TASK TO CARRY OUT:
Copy out, from the data, each line containing the string "Richardt".

*** DATA SECTION ***

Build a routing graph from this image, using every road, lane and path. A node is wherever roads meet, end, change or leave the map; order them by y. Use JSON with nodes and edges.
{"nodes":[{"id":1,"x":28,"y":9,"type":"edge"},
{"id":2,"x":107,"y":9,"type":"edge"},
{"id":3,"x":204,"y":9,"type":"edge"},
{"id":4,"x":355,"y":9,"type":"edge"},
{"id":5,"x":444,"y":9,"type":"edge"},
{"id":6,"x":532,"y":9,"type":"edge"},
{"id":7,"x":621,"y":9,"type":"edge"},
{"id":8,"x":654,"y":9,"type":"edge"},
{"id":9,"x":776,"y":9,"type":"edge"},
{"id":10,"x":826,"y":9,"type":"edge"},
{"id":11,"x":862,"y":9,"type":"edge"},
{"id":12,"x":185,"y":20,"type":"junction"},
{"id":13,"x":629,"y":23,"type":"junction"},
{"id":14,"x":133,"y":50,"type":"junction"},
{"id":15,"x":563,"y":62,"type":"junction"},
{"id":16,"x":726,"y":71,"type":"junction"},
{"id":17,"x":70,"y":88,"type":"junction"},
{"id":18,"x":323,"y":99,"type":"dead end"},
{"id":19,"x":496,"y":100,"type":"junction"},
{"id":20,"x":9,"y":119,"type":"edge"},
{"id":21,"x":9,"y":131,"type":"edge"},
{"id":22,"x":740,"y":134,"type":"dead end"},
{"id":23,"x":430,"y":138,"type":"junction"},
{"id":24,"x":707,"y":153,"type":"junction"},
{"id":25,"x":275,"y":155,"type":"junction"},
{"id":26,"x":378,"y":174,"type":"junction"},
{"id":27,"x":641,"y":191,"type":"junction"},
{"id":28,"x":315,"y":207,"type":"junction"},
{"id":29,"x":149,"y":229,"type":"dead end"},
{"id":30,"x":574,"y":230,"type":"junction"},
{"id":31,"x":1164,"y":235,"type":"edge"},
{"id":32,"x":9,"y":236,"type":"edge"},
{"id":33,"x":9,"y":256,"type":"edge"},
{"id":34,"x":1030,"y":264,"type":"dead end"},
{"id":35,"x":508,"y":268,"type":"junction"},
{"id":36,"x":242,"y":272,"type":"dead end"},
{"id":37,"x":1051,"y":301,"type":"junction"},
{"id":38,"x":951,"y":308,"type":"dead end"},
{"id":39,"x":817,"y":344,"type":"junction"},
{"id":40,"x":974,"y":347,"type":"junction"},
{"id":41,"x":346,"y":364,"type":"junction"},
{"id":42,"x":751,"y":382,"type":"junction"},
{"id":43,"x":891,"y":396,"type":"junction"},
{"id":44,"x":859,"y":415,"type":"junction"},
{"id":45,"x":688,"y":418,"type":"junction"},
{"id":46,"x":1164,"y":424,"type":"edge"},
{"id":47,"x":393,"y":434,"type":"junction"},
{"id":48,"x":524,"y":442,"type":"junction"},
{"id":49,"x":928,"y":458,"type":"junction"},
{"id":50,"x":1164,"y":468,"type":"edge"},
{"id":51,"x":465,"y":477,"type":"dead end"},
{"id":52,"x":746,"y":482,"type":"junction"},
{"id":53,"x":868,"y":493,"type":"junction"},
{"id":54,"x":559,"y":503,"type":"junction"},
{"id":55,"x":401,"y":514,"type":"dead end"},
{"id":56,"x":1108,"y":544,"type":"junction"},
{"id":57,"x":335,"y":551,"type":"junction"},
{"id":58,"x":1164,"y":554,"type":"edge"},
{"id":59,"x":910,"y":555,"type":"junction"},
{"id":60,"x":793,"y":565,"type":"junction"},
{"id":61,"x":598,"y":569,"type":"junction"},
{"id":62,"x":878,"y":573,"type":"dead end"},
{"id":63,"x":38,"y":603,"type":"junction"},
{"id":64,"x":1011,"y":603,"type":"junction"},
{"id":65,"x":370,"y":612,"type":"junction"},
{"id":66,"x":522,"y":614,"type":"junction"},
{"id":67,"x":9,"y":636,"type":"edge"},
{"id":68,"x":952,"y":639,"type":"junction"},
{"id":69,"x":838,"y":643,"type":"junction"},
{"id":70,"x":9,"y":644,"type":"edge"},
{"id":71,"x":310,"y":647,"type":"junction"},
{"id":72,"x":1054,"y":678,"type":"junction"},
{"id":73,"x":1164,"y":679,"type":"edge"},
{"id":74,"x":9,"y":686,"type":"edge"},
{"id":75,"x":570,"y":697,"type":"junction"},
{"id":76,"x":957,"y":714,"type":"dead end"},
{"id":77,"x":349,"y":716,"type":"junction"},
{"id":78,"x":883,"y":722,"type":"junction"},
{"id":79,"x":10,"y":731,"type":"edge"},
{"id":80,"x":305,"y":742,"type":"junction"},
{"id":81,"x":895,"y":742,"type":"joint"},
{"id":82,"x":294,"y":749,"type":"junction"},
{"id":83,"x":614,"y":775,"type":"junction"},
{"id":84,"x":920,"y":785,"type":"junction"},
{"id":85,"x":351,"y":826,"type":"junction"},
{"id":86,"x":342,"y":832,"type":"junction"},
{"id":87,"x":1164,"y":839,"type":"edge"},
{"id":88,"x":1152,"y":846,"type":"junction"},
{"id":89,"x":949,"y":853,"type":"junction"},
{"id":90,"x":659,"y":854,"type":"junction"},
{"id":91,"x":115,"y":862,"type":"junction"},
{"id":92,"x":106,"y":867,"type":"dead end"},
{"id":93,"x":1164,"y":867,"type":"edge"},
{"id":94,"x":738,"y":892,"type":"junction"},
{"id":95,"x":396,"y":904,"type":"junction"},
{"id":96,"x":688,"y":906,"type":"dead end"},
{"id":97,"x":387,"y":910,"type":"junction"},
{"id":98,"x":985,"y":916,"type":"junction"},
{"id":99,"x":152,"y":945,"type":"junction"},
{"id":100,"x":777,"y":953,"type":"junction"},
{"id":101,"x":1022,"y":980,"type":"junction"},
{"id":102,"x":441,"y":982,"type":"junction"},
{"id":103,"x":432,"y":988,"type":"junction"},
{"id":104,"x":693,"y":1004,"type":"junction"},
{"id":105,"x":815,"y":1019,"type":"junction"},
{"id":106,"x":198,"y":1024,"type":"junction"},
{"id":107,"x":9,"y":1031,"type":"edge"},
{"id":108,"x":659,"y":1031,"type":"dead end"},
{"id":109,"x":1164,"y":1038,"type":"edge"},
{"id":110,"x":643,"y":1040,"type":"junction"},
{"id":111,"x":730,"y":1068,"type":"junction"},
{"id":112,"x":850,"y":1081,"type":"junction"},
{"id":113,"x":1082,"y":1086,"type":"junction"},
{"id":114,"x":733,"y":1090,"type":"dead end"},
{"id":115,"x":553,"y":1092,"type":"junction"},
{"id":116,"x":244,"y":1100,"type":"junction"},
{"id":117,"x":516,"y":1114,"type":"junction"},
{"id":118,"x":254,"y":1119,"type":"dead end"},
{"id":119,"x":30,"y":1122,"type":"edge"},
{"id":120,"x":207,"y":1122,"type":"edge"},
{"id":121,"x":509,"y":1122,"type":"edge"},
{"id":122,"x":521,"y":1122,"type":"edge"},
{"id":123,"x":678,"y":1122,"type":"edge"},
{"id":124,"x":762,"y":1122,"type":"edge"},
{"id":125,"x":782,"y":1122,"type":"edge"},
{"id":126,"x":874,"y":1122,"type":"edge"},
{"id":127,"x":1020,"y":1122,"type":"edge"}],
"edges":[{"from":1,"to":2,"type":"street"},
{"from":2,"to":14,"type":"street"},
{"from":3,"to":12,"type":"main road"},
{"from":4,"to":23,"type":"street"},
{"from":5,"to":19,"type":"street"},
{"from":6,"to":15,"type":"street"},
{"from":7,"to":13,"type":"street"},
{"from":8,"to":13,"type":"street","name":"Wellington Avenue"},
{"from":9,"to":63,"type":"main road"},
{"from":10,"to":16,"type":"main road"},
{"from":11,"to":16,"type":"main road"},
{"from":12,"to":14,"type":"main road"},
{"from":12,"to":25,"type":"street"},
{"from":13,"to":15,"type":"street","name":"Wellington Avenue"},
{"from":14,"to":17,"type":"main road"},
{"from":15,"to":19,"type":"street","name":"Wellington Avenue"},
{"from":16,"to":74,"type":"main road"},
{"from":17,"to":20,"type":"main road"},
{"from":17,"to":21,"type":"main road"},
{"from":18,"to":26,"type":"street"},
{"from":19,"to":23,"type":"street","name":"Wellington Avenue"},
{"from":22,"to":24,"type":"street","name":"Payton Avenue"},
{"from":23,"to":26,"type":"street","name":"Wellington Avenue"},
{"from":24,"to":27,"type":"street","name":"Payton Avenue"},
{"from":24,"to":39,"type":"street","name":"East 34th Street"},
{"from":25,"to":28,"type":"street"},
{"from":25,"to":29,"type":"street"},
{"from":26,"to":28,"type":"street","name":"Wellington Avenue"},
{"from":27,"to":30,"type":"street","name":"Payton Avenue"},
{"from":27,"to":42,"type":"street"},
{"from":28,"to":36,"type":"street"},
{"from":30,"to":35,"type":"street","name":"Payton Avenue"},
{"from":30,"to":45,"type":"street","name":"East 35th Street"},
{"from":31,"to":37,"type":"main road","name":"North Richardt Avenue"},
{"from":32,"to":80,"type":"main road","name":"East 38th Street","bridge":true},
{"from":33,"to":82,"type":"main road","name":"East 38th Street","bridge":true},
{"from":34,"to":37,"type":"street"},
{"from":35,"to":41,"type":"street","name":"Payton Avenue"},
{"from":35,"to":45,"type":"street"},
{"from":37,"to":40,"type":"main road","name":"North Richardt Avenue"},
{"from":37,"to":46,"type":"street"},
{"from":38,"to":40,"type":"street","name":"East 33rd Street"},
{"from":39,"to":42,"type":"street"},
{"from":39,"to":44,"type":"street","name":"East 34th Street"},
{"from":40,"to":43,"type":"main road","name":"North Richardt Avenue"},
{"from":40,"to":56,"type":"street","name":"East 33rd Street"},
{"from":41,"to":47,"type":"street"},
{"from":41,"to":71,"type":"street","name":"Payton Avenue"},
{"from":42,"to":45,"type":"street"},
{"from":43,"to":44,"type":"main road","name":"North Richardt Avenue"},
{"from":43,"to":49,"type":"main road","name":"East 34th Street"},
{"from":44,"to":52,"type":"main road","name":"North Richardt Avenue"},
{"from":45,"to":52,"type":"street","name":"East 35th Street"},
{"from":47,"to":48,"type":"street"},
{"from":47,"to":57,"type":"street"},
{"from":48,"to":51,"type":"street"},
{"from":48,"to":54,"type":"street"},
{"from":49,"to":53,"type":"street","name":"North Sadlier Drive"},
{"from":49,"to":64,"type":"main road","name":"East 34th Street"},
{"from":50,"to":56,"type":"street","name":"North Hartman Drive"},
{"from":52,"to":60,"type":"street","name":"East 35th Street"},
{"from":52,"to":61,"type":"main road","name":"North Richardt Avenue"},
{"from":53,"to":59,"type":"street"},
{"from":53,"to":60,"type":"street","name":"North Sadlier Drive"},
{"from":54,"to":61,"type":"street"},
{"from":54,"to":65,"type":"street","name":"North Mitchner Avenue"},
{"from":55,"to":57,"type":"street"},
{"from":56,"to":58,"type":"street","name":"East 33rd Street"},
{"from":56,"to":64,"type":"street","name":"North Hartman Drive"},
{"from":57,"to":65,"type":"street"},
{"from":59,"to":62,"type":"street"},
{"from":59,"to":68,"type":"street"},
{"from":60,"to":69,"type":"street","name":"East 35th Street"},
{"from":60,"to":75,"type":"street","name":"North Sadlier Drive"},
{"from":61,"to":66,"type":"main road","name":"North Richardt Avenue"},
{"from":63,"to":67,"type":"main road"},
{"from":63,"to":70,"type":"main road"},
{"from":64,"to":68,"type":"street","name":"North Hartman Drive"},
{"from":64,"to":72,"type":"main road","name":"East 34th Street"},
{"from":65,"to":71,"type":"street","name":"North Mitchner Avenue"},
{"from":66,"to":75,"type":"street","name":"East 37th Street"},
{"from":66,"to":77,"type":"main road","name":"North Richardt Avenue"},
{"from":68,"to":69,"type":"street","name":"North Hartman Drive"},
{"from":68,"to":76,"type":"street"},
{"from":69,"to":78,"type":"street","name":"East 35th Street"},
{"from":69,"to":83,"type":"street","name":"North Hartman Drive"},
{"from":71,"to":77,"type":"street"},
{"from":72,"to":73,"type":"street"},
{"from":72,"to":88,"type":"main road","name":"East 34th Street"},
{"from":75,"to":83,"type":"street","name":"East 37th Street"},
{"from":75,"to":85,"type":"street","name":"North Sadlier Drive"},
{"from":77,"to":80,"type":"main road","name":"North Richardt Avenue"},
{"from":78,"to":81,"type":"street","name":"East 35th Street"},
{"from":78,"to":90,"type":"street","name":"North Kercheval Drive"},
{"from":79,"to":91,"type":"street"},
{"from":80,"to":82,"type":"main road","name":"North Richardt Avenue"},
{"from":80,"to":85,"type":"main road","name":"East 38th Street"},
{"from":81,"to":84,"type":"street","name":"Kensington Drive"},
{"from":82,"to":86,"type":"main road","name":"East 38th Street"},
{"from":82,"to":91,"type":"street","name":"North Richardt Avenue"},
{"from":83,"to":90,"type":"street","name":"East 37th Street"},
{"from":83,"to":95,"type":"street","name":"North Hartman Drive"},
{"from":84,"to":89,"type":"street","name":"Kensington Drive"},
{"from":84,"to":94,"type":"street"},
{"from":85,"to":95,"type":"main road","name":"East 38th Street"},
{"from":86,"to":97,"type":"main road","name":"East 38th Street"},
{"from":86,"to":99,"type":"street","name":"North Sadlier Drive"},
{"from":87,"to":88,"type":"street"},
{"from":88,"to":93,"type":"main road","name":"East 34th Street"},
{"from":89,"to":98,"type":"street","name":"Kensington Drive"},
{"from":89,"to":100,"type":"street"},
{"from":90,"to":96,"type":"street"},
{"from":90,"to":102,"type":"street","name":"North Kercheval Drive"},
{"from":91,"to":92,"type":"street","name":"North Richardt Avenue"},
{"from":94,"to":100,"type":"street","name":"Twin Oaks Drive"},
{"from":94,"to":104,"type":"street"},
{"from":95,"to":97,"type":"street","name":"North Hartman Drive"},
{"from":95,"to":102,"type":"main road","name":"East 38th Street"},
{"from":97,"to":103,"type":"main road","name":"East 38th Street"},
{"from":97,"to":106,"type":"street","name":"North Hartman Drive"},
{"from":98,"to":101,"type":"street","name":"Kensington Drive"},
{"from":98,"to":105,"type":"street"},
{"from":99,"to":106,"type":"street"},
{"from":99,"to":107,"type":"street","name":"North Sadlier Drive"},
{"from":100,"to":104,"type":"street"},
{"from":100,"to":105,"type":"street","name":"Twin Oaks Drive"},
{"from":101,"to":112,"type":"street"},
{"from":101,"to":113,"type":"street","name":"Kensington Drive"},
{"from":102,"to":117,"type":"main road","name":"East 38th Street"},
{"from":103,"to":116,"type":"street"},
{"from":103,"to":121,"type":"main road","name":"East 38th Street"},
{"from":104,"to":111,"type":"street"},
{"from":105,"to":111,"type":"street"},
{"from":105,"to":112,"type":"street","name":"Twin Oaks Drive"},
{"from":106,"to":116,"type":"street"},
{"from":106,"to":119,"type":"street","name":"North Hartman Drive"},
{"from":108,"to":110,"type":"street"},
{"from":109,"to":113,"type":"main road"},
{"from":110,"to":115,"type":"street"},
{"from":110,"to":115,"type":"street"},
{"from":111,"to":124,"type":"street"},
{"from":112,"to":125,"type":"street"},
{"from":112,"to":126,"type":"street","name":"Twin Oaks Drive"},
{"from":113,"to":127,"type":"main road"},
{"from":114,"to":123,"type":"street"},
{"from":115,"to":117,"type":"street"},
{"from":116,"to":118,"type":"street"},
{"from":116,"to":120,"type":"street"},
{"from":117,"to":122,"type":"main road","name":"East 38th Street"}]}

*** End of DATA SECTION ***

WRITTEN SOLUTION:
{"from":31,"to":37,"type":"main road","name":"North Richardt Avenue"},
{"from":37,"to":40,"type":"main road","name":"North Richardt Avenue"},
{"from":40,"to":43,"type":"main road","name":"North Richardt Avenue"},
{"from":43,"to":44,"type":"main road","name":"North Richardt Avenue"},
{"from":44,"to":52,"type":"main road","name":"North Richardt Avenue"},
{"from":52,"to":61,"type":"main road","name":"North Richardt Avenue"},
{"from":61,"to":66,"type":"main road","name":"North Richardt Avenue"},
{"from":66,"to":77,"type":"main road","name":"North Richardt Avenue"},
{"from":77,"to":80,"type":"main road","name":"North Richardt Avenue"},
{"from":80,"to":82,"type":"main road","name":"North Richardt Avenue"},
{"from":82,"to":91,"type":"street","name":"North Richardt Avenue"},
{"from":91,"to":92,"type":"street","name":"North Richardt Avenue"},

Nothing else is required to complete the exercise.